Now to argue all this will require both a real understanding of what the CDF said (otherwise you are flying blind) and a way of saying it that will not make your priest think, "Here is this person who hates and fears me and want to make my life hell."  It doesn't matter that you intend none of that and only want him to not preach errant nonsense.  What matter is making sure he doesn't think that.  And the way you do that, I suspect, is the "sandwich" method of persuasion: namely, you put the main thing you want to say--"Your homily hurt me and contradicted the Faith"--between two slices of tasty bread.  You open with, "I am so grateful for you and your ministry and I want to make sure you know that and offer my services however I can in order to come alongside you and help you do your work".  Then when this has been established as your relationship, you make the point you wanted to make in sorrow, not in anger.  Then you add the second slice of bread with yet anothe affirmation of all he does right and well, along with an offer to come to your house for dinner with your family.

Do all that and you have taken the first (and hopefully last) step you need to take, according to the command of Jesus to "go and show him his fault" (cf. Matthew 18:15-18).  If he gives an indication of being willing to bend (or just doesn't do a repeat performance from the pulpit) then you have won your brother over. End of story, and possibly the beginning of new relationship.

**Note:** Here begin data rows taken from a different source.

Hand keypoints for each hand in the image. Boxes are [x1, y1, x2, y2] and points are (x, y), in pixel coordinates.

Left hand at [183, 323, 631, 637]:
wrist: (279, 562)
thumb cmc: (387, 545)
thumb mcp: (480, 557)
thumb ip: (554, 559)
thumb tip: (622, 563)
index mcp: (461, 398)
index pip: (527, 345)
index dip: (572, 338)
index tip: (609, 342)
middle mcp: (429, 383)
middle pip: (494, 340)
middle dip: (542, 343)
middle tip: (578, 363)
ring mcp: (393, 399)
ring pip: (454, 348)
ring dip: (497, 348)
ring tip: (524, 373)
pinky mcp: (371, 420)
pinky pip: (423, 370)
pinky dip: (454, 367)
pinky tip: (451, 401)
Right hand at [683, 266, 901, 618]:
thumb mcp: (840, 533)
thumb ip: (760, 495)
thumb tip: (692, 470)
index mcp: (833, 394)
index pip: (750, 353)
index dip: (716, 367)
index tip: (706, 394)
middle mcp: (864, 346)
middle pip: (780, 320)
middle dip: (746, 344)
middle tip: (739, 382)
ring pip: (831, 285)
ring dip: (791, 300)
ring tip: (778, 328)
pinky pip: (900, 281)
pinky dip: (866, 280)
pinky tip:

If he refuses to listen, then Jesus says to take a couple of witnesses so that everything can be attested by two or three witnesses.  This is partly for your sake, because it may be you've misunderstood him and they can straighten you out.  Often it is at this point that you might want to talk to another priest and see what they say.  If he is concerned too, you might see if he would like to talk to your priest or be present when you do.  Or it may be that other laypeople share our concerns and he will listen when more of the congregation expresses those concerns.  The trick is to keep him from feeling ganged up on and abused and to keep the matter from turning into a parish-splitting fight.  More love.  More sandwich conversations.

If that doesn't work, then you go to your bishop with your concerns.

Meanwhile, don't let this stuff drive you out of Mass.  Take your sufferings and offer them in union with Christ on the altar for your priest and for others that they way not be led astray by false teaching.if you feel you need to step out, that's fine.  You are there to hear the Word of God, not heresy and hearing Scripture, you have done that.  But at the same time, it can be a fruitful exercise to listen and try to parse just where the priest is really contradicting the Tradition and where he is simply expressing the Tradition in ways that are uncomfortable.  Not every offensive thing to come out of a pulpit is offensive due to heresy.  Sometimes it's offensive due to orthodoxy.  Though he is (from what you say) dead wrong about the CDF's condemnation of Sr. Farley's teaching, he might (for all I know) be dead right (and therefore completely orthodox) about something else.  People are like that.

That, at any rate, is how I would approach it.  I've had to endure heretical priests giving dreadful homilies so I empathize.  But have hope, people's minds can be changed.  Speak the truth in love and follow the pattern Jesus lays out in Matthew 18:15-18 and see what happens.

And, of course, marinate the whole thing in persistent prayer, early and often.  See what God does.